Start of Records for processing

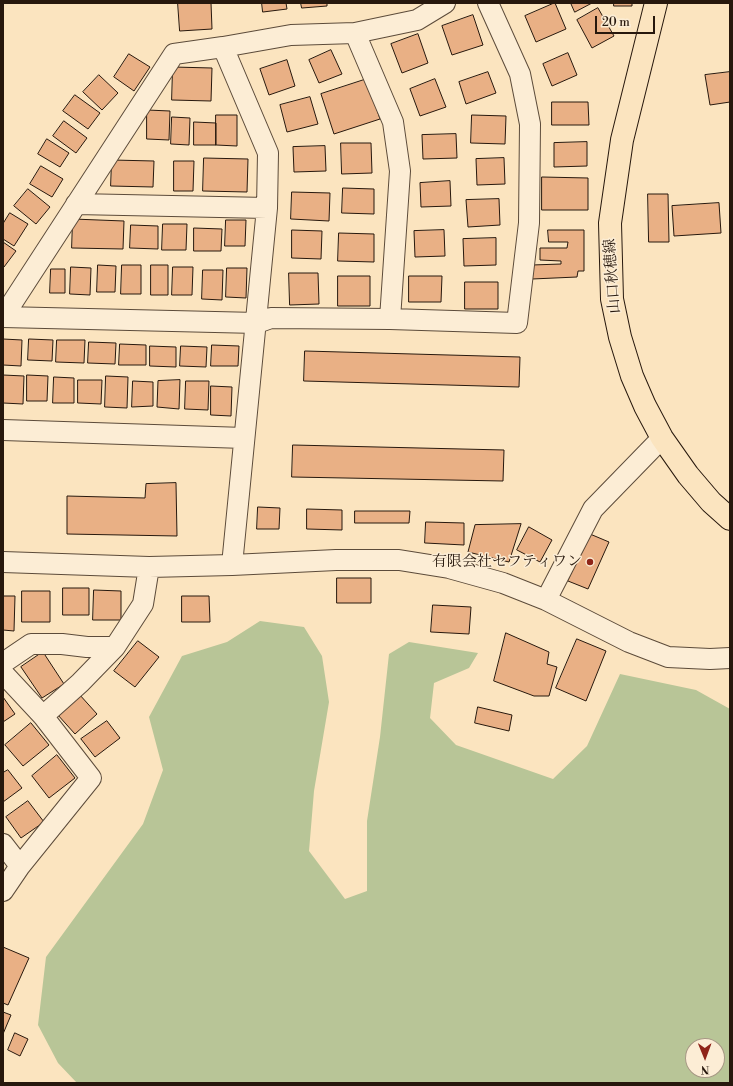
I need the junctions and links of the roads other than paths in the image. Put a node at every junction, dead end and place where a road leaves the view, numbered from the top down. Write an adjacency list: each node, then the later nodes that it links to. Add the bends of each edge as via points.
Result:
1 (445, 3): 4 (street, via 417,20)
2 (488, 3): 9 (street, via 520,74 530,124 529,224 517,323)
3 (656, 3): 13 (main road, 山口秋穂線, via 622,140 610,223 610,262 612,299 620,337 632,376)
4 (355, 33): 5 (street, via 291,35); 9 (street, via 393,122 400,171)
5 (223, 47): 6 (street, via 174,54); 7 (street, via 268,153)
6 (76, 204): 7 (street); 8 (street)
7 (267, 208): 10 (street)
8 (3, 317): 10 (street)
9 (390, 319): 10 (street, via 271,318)
10 (256, 323): 12 (street)
11 (3, 430): 12 (street)
12 (244, 438): 16 (street)
13 (662, 438): 14 (main road, 山口秋穂線, via 688,475 711,502); 18 (street, via 593,509)
14 (730, 519)
15 (3, 562): 17 (street)
16 (232, 565): 17 (street); 18 (street, via 399,560 449,568 503,583)
17 (149, 567): 19 (street, via 143,604)
18 (546, 600): 20 (street, via 629,642 668,657)
19 (115, 647): 21 (street, via 31,644); 23 (street)
20 (730, 658)
21 (3, 663)
22 (3, 673): 23 (street)
23 (43, 716): 25 (street, via 91,778)
24 (3, 844): 25 (street)
25 (20, 866): 26 (street)
26 (3, 891)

End of Records for processing

**Directions for this task**
Without including any images, output the data exactly as given.

**Answer to the exercise**
I need the junctions and links of the roads other than paths in the image. Put a node at every junction, dead end and place where a road leaves the view, numbered from the top down. Write an adjacency list: each node, then the later nodes that it links to. Add the bends of each edge as via points.
Result:
1 (445, 3): 4 (street, via 417,20)
2 (488, 3): 9 (street, via 520,74 530,124 529,224 517,323)
3 (656, 3): 13 (main road, 山口秋穂線, via 622,140 610,223 610,262 612,299 620,337 632,376)
4 (355, 33): 5 (street, via 291,35); 9 (street, via 393,122 400,171)
5 (223, 47): 6 (street, via 174,54); 7 (street, via 268,153)
6 (76, 204): 7 (street); 8 (street)
7 (267, 208): 10 (street)
8 (3, 317): 10 (street)
9 (390, 319): 10 (street, via 271,318)
10 (256, 323): 12 (street)
11 (3, 430): 12 (street)
12 (244, 438): 16 (street)
13 (662, 438): 14 (main road, 山口秋穂線, via 688,475 711,502); 18 (street, via 593,509)
14 (730, 519)
15 (3, 562): 17 (street)
16 (232, 565): 17 (street); 18 (street, via 399,560 449,568 503,583)
17 (149, 567): 19 (street, via 143,604)
18 (546, 600): 20 (street, via 629,642 668,657)
19 (115, 647): 21 (street, via 31,644); 23 (street)
20 (730, 658)
21 (3, 663)
22 (3, 673): 23 (street)
23 (43, 716): 25 (street, via 91,778)
24 (3, 844): 25 (street)
25 (20, 866): 26 (street)
26 (3, 891)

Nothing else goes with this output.